Para alcanzar la neutralidad climática en 2050, la Unión Europea (UE) no solo debe reducir las emisiones de gases de efecto invernadero, sino también compensar las emisiones residuales mediante la absorción de carbono atmosférico. En el marco del Green Deal, la captura de carbono en suelos agrícolas se ha convertido en una pieza fundamental de las estrategias de descarbonización industrial. En este marco, Aclima, el clúster que representa a las cadenas de valor enfocadas en la bioeconomía circular, junto a NEIKER, el Instituto Vasco de Investigaciones Agrarias, ha lanzado el proyecto CO2FARM con el objetivo de evaluar el potencial y los aspectos clave para desarrollar un mercado de agricultura de carbono en el País Vasco (Euskadi).
En abril, el Parlamento Europeo aprobó el nuevo Marco de Certificación de Eliminaciones de Carbono (CRCF), que se espera se formalice como reglamento a finales de este año. Este marco será crucial para implementar actividades de captura y eliminación de carbono, estableciendo criterios de calidad y reglas para la verificación y certificación en tres categorías: eliminaciones permanentes de carbono, agricultura de carbono y almacenamiento de carbono en productos.
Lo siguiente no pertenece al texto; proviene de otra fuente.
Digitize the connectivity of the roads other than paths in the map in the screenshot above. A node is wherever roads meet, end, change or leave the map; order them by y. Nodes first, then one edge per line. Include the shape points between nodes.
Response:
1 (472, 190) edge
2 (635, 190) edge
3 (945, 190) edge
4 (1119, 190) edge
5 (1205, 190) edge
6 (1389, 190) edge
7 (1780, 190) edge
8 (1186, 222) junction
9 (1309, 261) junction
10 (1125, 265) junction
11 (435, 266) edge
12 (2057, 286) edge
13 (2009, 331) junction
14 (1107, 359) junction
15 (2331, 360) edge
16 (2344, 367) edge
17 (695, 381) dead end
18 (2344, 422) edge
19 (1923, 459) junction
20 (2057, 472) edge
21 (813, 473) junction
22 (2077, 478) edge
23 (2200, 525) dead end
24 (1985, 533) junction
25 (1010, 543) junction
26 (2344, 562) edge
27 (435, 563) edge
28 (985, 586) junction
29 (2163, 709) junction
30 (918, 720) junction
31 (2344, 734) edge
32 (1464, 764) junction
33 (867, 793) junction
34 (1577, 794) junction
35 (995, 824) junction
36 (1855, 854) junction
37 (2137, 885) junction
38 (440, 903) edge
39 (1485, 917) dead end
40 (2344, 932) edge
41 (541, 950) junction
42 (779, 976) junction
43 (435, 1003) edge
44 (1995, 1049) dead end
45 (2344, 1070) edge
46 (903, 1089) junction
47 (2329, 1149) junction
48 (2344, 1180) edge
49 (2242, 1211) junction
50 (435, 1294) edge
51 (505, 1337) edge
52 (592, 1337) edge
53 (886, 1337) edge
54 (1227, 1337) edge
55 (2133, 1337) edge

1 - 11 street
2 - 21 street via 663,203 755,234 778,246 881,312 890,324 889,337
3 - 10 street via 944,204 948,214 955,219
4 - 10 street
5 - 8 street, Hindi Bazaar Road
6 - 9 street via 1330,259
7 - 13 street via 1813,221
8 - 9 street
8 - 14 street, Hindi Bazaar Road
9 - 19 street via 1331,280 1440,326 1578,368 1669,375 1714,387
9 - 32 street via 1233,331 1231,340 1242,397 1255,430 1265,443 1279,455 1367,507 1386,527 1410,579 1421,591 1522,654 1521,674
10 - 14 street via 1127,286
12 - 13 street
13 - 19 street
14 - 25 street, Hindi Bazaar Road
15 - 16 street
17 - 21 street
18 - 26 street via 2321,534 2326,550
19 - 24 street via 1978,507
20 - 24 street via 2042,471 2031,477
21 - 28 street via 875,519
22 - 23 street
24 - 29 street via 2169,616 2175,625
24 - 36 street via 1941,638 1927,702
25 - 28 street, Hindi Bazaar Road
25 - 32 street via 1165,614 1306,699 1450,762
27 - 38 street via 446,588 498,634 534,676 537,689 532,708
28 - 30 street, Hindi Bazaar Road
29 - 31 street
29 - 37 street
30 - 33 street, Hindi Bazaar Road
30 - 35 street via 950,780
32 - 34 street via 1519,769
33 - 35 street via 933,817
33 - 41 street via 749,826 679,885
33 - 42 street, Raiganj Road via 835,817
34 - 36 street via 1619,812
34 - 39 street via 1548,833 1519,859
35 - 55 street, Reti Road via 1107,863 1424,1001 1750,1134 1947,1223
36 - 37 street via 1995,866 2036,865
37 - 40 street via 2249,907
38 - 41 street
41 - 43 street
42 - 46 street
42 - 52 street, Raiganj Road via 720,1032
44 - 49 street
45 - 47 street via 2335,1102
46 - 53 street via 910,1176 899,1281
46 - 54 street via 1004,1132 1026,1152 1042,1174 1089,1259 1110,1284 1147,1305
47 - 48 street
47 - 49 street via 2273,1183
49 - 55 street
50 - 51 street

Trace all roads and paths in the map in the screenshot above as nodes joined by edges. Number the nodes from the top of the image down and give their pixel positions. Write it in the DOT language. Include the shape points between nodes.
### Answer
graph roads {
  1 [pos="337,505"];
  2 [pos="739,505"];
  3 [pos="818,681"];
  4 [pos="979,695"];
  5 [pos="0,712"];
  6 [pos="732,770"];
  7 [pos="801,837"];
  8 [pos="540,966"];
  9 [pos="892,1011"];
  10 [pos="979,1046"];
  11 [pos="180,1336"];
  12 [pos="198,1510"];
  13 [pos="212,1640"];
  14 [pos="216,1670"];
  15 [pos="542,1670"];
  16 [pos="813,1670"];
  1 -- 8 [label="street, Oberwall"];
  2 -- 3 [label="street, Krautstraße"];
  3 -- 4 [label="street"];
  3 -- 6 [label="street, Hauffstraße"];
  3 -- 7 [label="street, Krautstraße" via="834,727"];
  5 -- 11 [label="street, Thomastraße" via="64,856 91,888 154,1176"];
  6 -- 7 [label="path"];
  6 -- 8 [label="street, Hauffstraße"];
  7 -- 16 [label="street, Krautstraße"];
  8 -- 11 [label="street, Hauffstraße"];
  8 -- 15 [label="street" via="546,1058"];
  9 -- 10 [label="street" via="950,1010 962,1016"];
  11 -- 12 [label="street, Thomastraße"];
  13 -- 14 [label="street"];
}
Las eliminaciones permanentes de carbono abarcan tecnologías industriales que capturan y almacenan carbono de manera segura durante siglos. La agricultura de carbono, por su parte, incluye prácticas en tierras agrícolas, humedales, bosques y ambientes costeros que secuestran carbono a través de procesos biológicos, proporcionando beneficios adicionales a la biodiversidad.
Para obtener la certificación, las actividades deben cumplir con cuatro criterios principales: cuantificación, adicionalidad, almacenamiento a largo plazo y sostenibilidad. Específicamente, las prácticas de cultivo de carbono deben generar al menos un beneficio colateral para la biodiversidad.
Las absorciones de carbono certificadas pueden monetizarse a través de regímenes privados que financian proyectos de captura y eliminación para compensar emisiones. Por ejemplo, el pago a agricultores por prácticas sostenibles que integren la captura de carbono en el suelo puede crear nuevos modelos de negocio para los agricultores y silvicultores, aportando además beneficios significativos para la biodiversidad.
Actualmente, el mercado voluntario de carbono permite a organizaciones, empresas y ciudadanos compensar sus emisiones de CO2 como parte de su compromiso con la acción climática, utilizando diversos estándares y metodologías de acreditación. La diversidad de esquemas de certificación y categorías de proyectos en este mercado resulta en un amplio rango de precios para los créditos de carbono (equivalentes a la reducción/absorción de 1 tonelada de CO2). La estandarización a nivel europeo podría consolidar y dar credibilidad a este mercado.
Según el último informe de Ecosystem Marketplace, en 2023, el valor total de las transacciones en el mercado voluntario de carbono alcanzó los 723 millones de dólares, con un precio medio de 6,53 dólares por tonelada de CO2. Morgan Stanley estima que este mercado podría crecer hasta unos 100.000 millones de dólares en 2030 y 250.000 millones en 2050.
Oportunidades para Euskadi
Euskadi, con más del 90% de su territorio compuesto por zonas rurales, se presenta como un territorio con un gran valor ecológico y potencial para implementar prácticas de agricultura de carbono. Este modelo de gestión agraria puede complementar los mecanismos de compensación de emisiones de la industria vasca y ofrecer un marco de colaboración entre ambos sectores con beneficios mutuos.
El proyecto CO2FARM, que se extenderá hasta diciembre de 2024, incluye estudios sobre limitaciones y modelos de éxito replicables en la realidad vasca, análisis de la demanda de compensación de los sectores con mayores emisiones de gases de efecto invernadero y evaluación de la oferta potencial del sector primario basada en la capacidad de captura de carbono del suelo.
Este proyecto cuenta con financiación del Departamento de Desarrollo Económico, Sostenibilidad y Medio Ambiente del Gobierno Vasco a través del Programa de ayudas a la investigación colaborativa Elkartek.
En definitiva, la agricultura de carbono se perfila como un componente esencial en la estrategia de Europa para alcanzar la neutralidad climática en 2050, y Euskadi tiene el potencial de ser un líder en este ámbito, beneficiando tanto al medio ambiente como a la economía local.